Indien het beroep tot vernietiging gegrond is, wordt de bestreden wetskrachtige norm geheel of gedeeltelijk vernietigd. Vernietigingsarresten hebben een absoluut gezag van gewijsde vanaf hun bekendmaking in het Belgisch Staatsblad. Een vernietiging werkt retroactief, in zoverre de vernietigde norm geacht wordt nooit te hebben bestaan. Indien nodig kan het Grondwettelijk Hof de terugwerkende kracht van de vernietiging verzachten door de gevolgen van de vernietigde norm te handhaven.

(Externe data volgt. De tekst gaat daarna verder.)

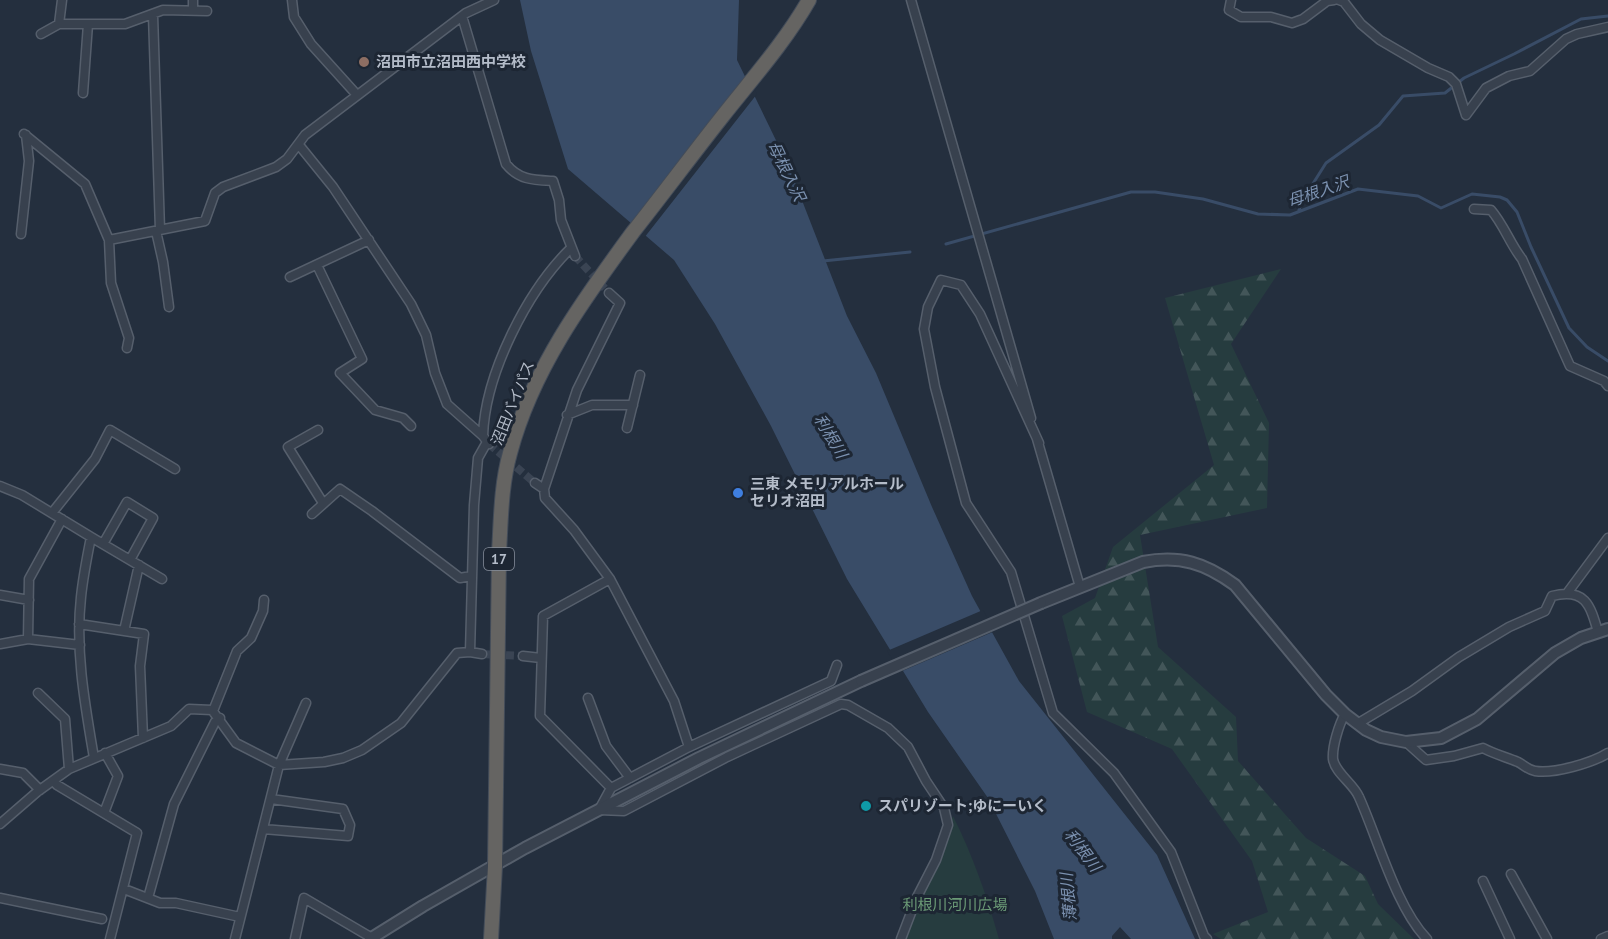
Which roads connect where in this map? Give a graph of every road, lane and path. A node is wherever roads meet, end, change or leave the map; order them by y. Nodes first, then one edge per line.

Zelfs wanneer het Hof dit laatste niet doet, blijven de administratieve akten en reglementen en de rechterlijke beslissingen die op de vernietigde wetskrachtige bepaling zijn gebaseerd, bestaan. Naast het gebruik van de gewone rechtsmiddelen waar dat nog mogelijk is, laat de bijzondere wet toe dat definitieve rechterlijke beslissingen of administratieve akten en reglementen die zijn gebaseerd op een naderhand vernietigde wetskrachtige norm worden ingetrokken of nog worden bestreden, voor zover dit wordt gevraagd binnen zes maanden na de bekendmaking van het arrest van het Hof in het Belgisch Staatsblad. Het openbaar ministerie en de belanghebbende partijen beschikken daartoe over buitengewone rechtsmiddelen.

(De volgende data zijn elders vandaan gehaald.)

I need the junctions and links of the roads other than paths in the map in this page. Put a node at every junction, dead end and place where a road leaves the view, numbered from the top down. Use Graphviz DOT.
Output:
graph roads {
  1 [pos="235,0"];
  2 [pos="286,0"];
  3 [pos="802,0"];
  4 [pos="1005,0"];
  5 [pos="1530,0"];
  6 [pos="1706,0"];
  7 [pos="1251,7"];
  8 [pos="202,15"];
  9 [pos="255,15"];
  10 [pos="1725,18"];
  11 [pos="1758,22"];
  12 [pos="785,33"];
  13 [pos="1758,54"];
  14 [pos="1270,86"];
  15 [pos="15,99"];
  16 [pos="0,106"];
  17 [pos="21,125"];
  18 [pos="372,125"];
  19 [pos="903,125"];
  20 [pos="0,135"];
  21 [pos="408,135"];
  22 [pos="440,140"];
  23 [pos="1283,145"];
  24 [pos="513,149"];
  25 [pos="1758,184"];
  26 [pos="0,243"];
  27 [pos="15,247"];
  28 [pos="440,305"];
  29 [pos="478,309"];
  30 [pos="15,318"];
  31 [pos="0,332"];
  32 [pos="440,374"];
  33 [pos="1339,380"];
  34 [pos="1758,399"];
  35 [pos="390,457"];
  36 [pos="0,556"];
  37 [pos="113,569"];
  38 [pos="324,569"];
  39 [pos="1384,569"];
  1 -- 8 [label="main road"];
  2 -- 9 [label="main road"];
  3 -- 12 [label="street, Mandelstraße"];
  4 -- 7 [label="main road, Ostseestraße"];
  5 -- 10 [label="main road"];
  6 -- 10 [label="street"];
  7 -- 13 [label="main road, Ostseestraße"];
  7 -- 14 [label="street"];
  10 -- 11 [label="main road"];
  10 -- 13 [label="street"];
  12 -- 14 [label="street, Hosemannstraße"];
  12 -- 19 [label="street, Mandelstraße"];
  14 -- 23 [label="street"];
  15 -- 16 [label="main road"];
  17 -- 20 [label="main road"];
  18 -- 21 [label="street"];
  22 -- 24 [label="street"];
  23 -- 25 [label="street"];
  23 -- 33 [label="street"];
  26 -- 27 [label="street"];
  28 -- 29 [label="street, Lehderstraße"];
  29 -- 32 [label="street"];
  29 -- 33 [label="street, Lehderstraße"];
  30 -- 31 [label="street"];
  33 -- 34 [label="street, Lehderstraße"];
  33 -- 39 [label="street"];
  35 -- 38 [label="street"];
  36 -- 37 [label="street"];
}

De door het Grondwettelijk Hof gewezen arresten waarbij beroepen tot vernietiging worden verworpen, zijn bindend voor de rechtscolleges wat de door die arresten beslechte rechtspunten betreft.

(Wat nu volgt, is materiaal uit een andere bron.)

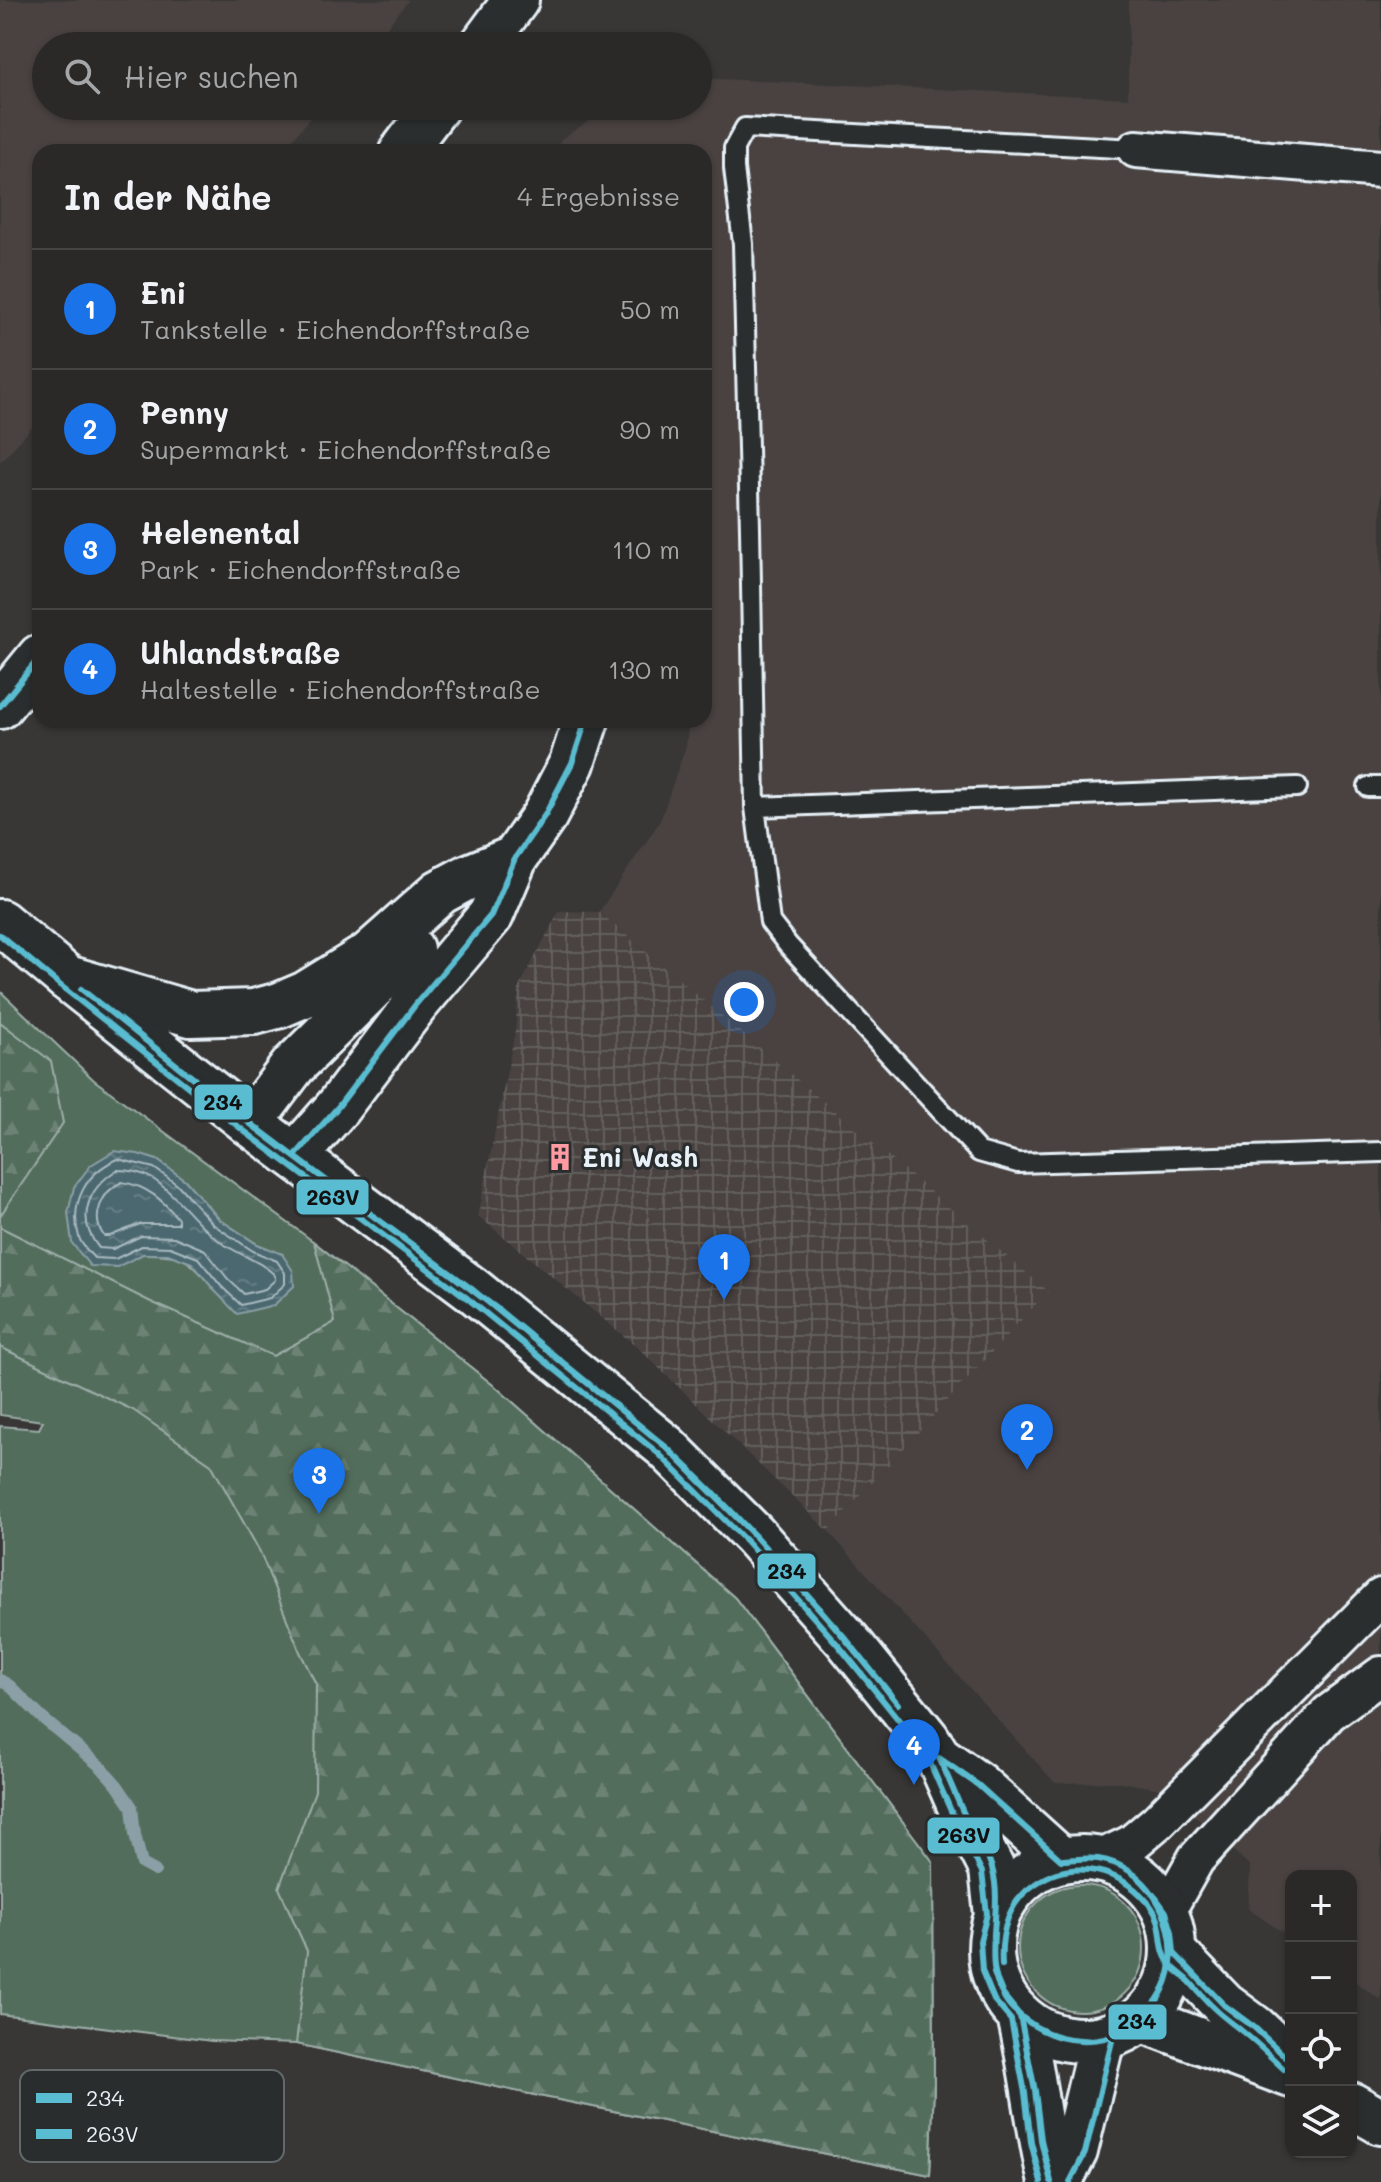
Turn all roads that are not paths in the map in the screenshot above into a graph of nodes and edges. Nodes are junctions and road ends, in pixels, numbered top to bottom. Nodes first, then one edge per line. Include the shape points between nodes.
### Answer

De gevolgen van een arrest op een prejudiciële vraag zijn enigszins anders. Het rechtscollege dat de prejudiciële vraag heeft gesteld, evenals elk ander rechtscollege dat in dezelfde zaak uitspraak doet (bijvoorbeeld in hoger beroep), moet zich voor de oplossing van het geschil naar aanleiding waarvan de prejudiciële vraag is gesteld, voegen naar het antwoord dat het Hof op de vraag heeft gegeven. Wanneer het Hof een schending heeft vastgesteld, blijft de wetskrachtige norm in de rechtsorde bestaan. Gelet op het feit dat het arrest een werking heeft die het geschil dat hangende is voor de verwijzende rechter, overschrijdt en gelet op het feit dat een billijk evenwicht moet worden gevrijwaard tussen het belang dat elke met de Grondwet strijdige situatie wordt verholpen en de bekommernis dat bestaande toestanden en gewekte verwachtingen na verloop van tijd niet meer in het gedrang worden gebracht, kan het Hof de gevolgen van de ongrondwettige norm handhaven. Bovendien begint een nieuwe termijn van zes maanden te lopen voor het instellen van een beroep tot vernietiging van de betrokken wetskrachtige norm.

b) Andere procedures

De beslissingen voorafgaand aan de organisatie van een gewestelijke volksraadpleging moeten worden genomen binnen zestig dagen na de indiening van het verzoek. De gewestelijke volksraadpleging waarvan het Hof heeft geoordeeld dat ze niet bestaanbaar is met de normen die het Hof in acht dient te doen nemen, of waarvoor het Hof niet is geadieerd, mag niet worden georganiseerd; hetzelfde geldt zolang het Hof geen uitspraak heeft gedaan.

In het contentieux met betrekking tot bepaalde verkiezingsuitgaven vernietigt het Hof, indien het beroep gegrond is, de beslissing van de Controlecommissie waartegen het beroep is gericht. De Commissie wordt dan opnieuw in de situatie van vóór de vernietigde beslissing geplaatst.